By 1997, just when some feared that hip-hop was getting corrupted by success, "independent" and "alternative" had become buzz words. And no other claimed them louder than Company Flow. A product of New-York's underground, these self-produced and self-promoted rappers created their own label, Official Recordings, and they targeted the music industry as the enemy. And their slogan, a very definitive "independent as fuck", was everything but ambiguous.
Founded by 1993, Company Flow had become the heralds of the nascent underground hip-hop movement in 1996, when they released the abrasive Funcrusher, an EP Bigg Jus, El-P and Mr. Len would enrich and improve one year and a few singles later, with the help of Rawkus Records. Per its title, Funcrusher Plus stripped out hip-hop. There wasn't any fun, funkyness or prettiness left to it. Only a handful of vindictive hymns were more or less catchy, like "Silence", or the sitar-infused "The Fire in Which you Burn", a collaborative track with the Juggaknots.
Everywhere else, Funcrusher Plus was hardcore hip-hop at its very rawest. The rhythm was slow, the samples were unsettling, and experimentalism was there, like with the ethereal and hallucinated "Bad Touch Example", "8 Steps to Perfection" and "Krazy Kings". They excelled even more with their revisited version of "Population Control", a slow and apocalyptic track strengthened by a bizarre water sample, or the atmospheric "Info Kill". Funcrusher Plus also looked like an humourless version of Dr. Octagon science-fiction rap, with the weird divagations of "Help Wanted", or Mr.
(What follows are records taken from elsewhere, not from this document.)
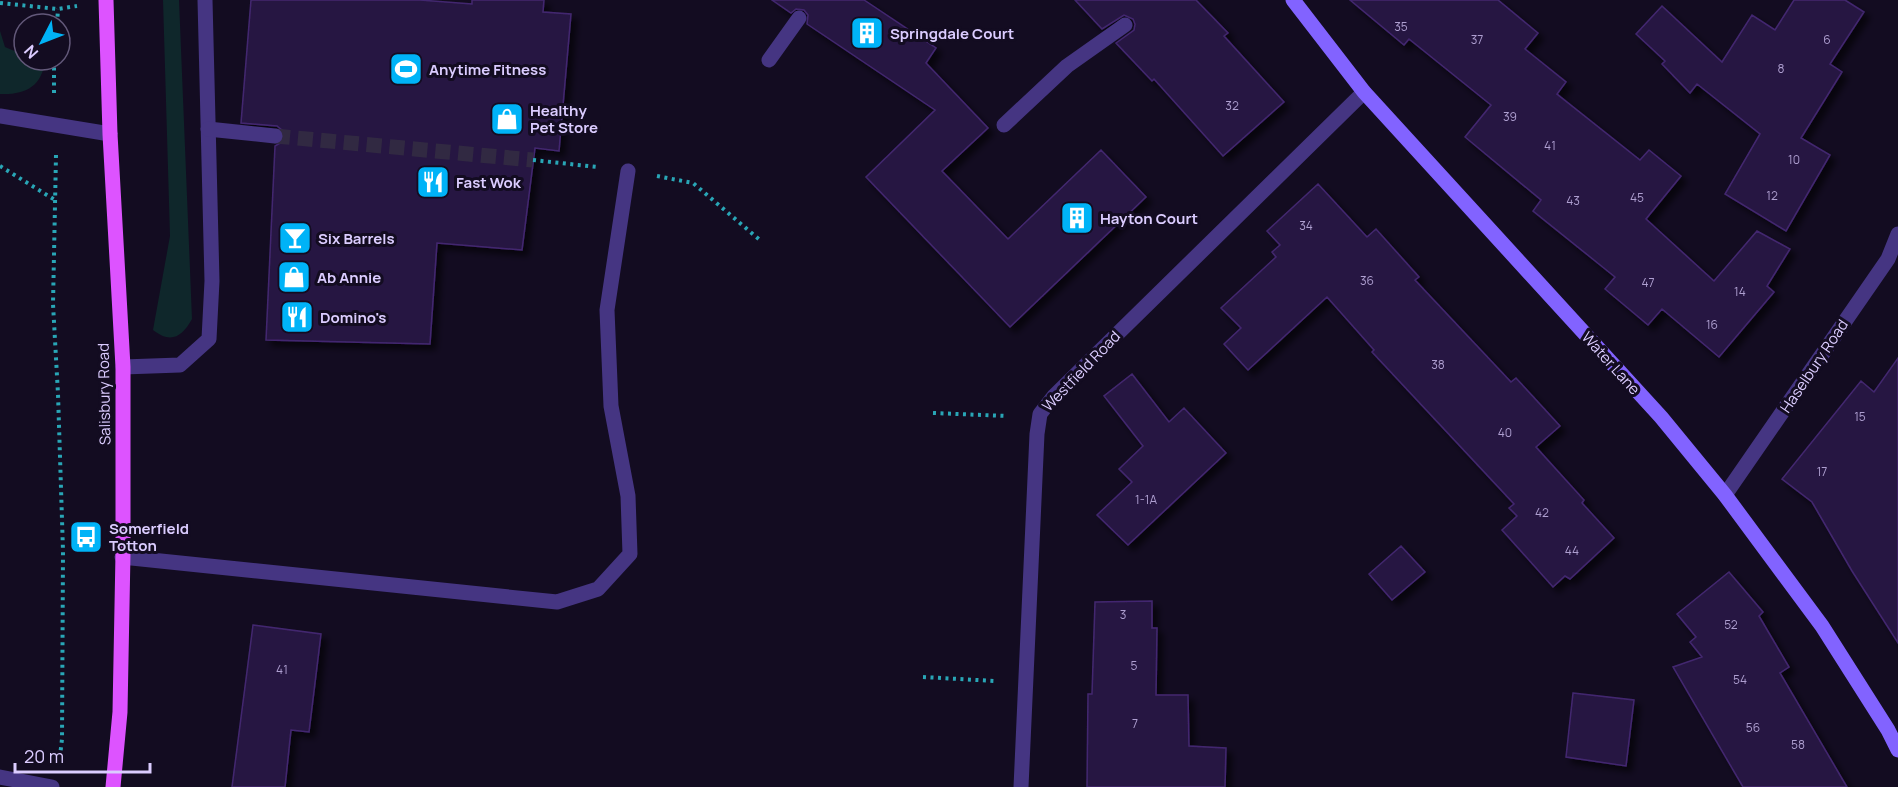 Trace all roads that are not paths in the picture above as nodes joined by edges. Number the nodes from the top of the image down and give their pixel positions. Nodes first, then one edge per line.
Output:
1 (205, 0) edge
2 (1293, 0) edge
3 (106, 1) edge
4 (798, 18) dead end
5 (1125, 25) dead end
6 (769, 60) dead end
7 (1364, 92) junction
8 (0, 116) edge
9 (1004, 125) dead end
10 (208, 129) junction
11 (110, 134) junction
12 (275, 136) tunnel mouth
13 (628, 171) road end
14 (1898, 234) edge
15 (123, 367) junction
16 (1725, 495) junction
17 (122, 557) junction
18 (1898, 750) edge
19 (0, 777) edge
20 (52, 787) edge
21 (113, 787) edge
22 (1021, 787) edge

1 - 10 street
2 - 7 street, Water Lane
3 - 11 main road, Salisbury Road
4 - 6 street
5 - 9 street
7 - 16 street, Water Lane
7 - 22 street, Westfield Road
8 - 11 street
10 - 12 street
10 - 15 street
11 - 15 main road, Salisbury Road
13 - 17 street
14 - 16 street, Haselbury Road
15 - 17 main road, Salisbury Road
16 - 18 street, Water Lane
17 - 21 main road, Salisbury Road
19 - 20 street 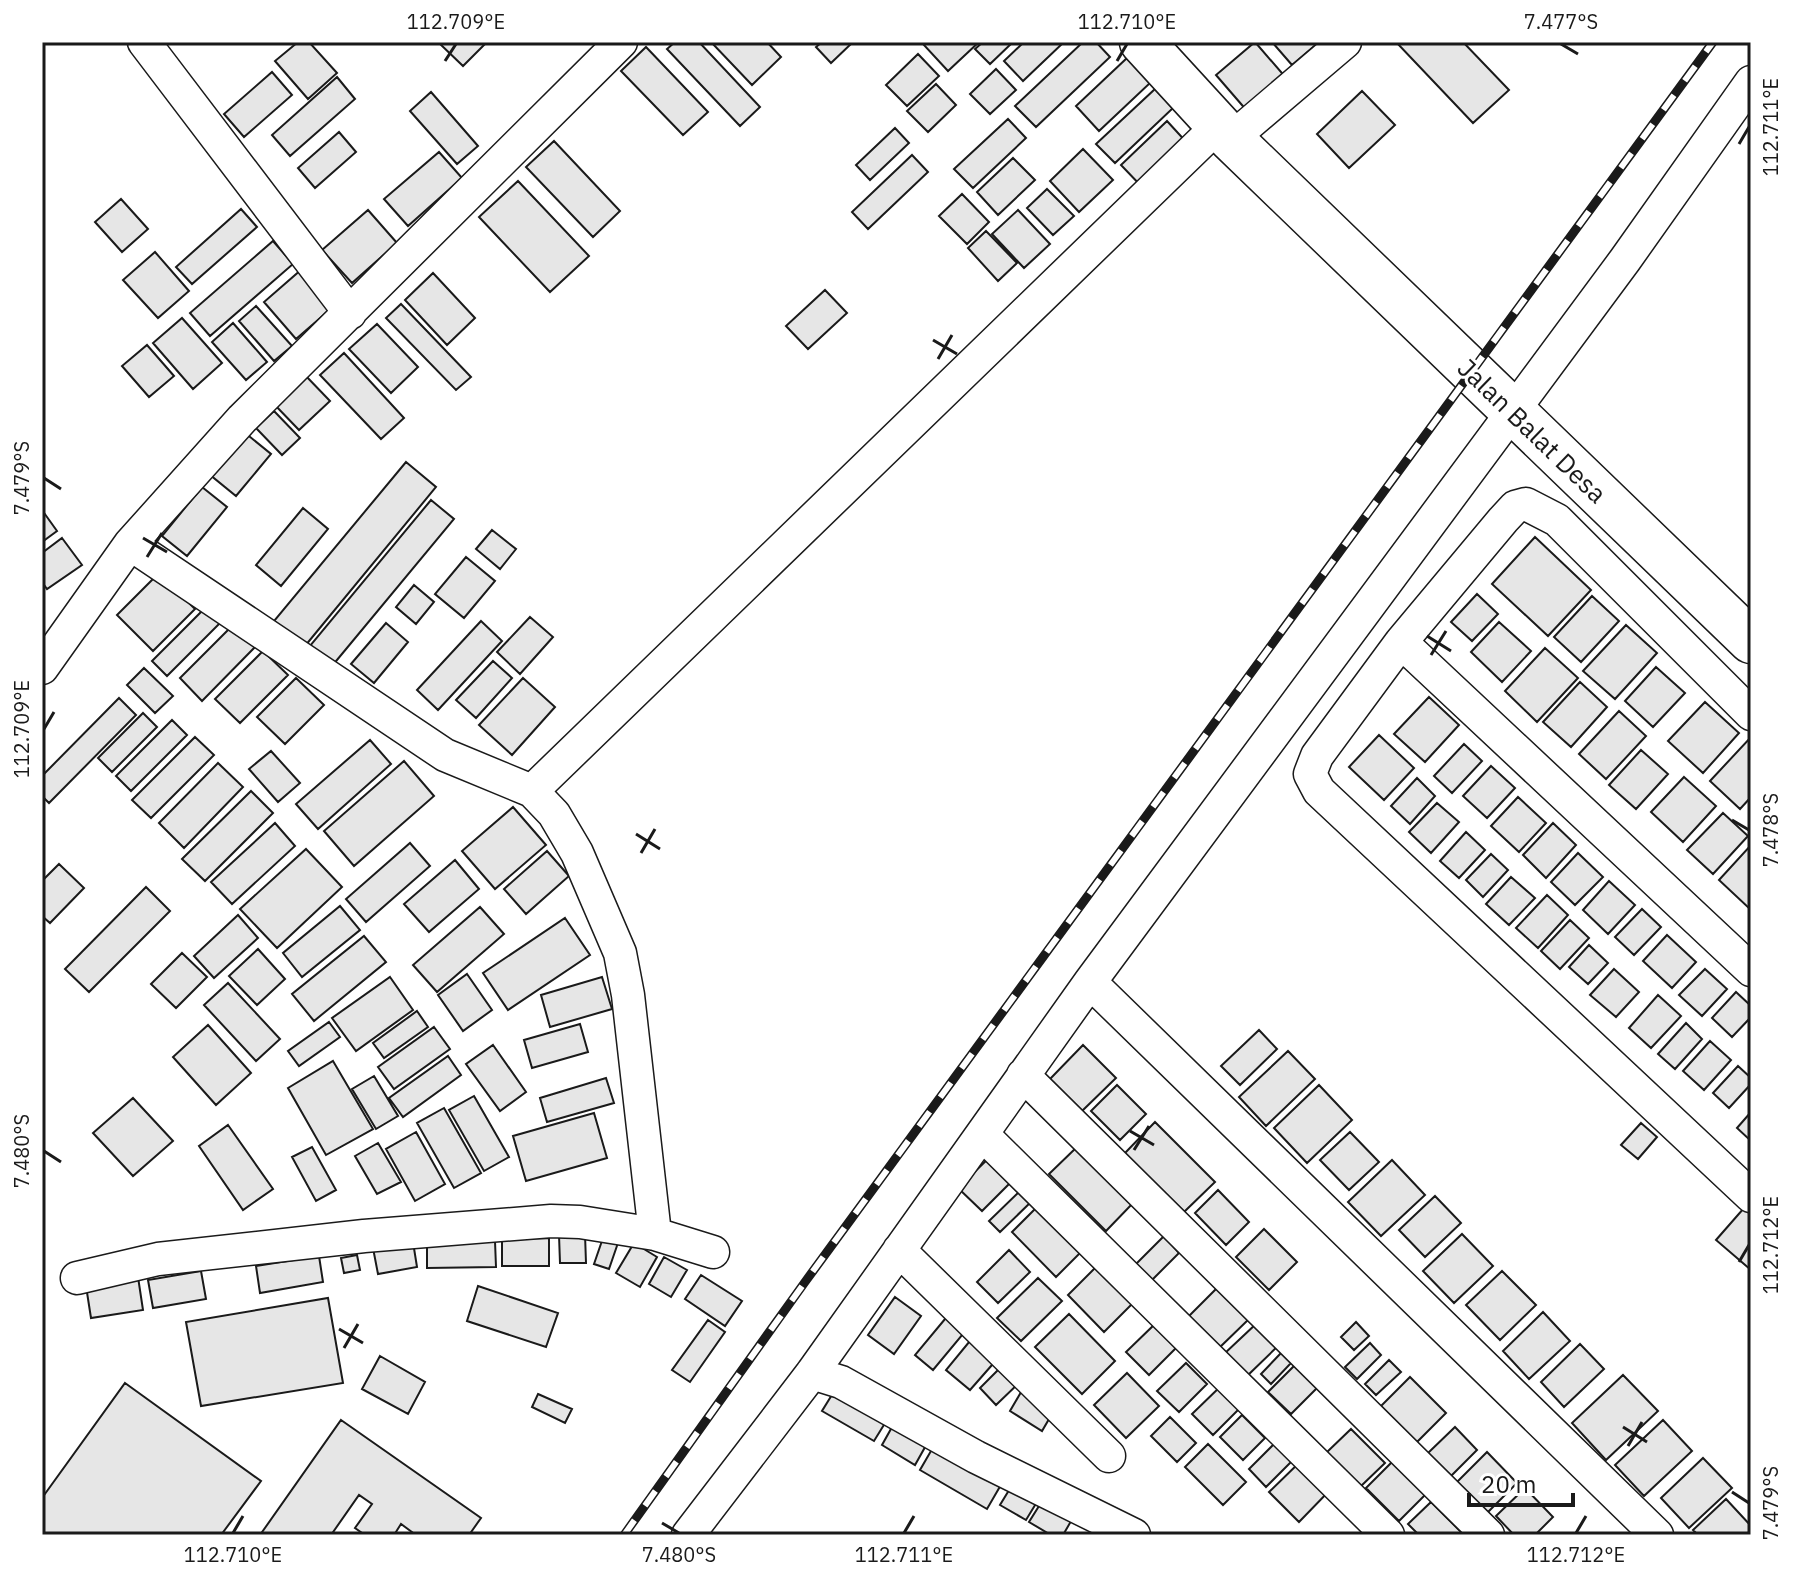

Len's scratches on "Lencorcism" and "Funcrush Scratch".
Despite the soberness, though, Company Flow knew how to drop bombs. The super-minimalistic, "Collude/Intrude" and "Last Good Sleep" were good examples, with their huge pulse, and their complex raps. And though its formula was sometimes overly austere, like with "Blind", the trio had enough strength to sublimate arid tracks like "Legends", "89.9 Detrimental" and "Vital Nerve". The record was excessively rude, hostile and heavy, and though, it would create a new form of hip-hop. It would become the template for a new generation of rappers, and countless underground scenes, obsessed with integrity and uncompromising creativity.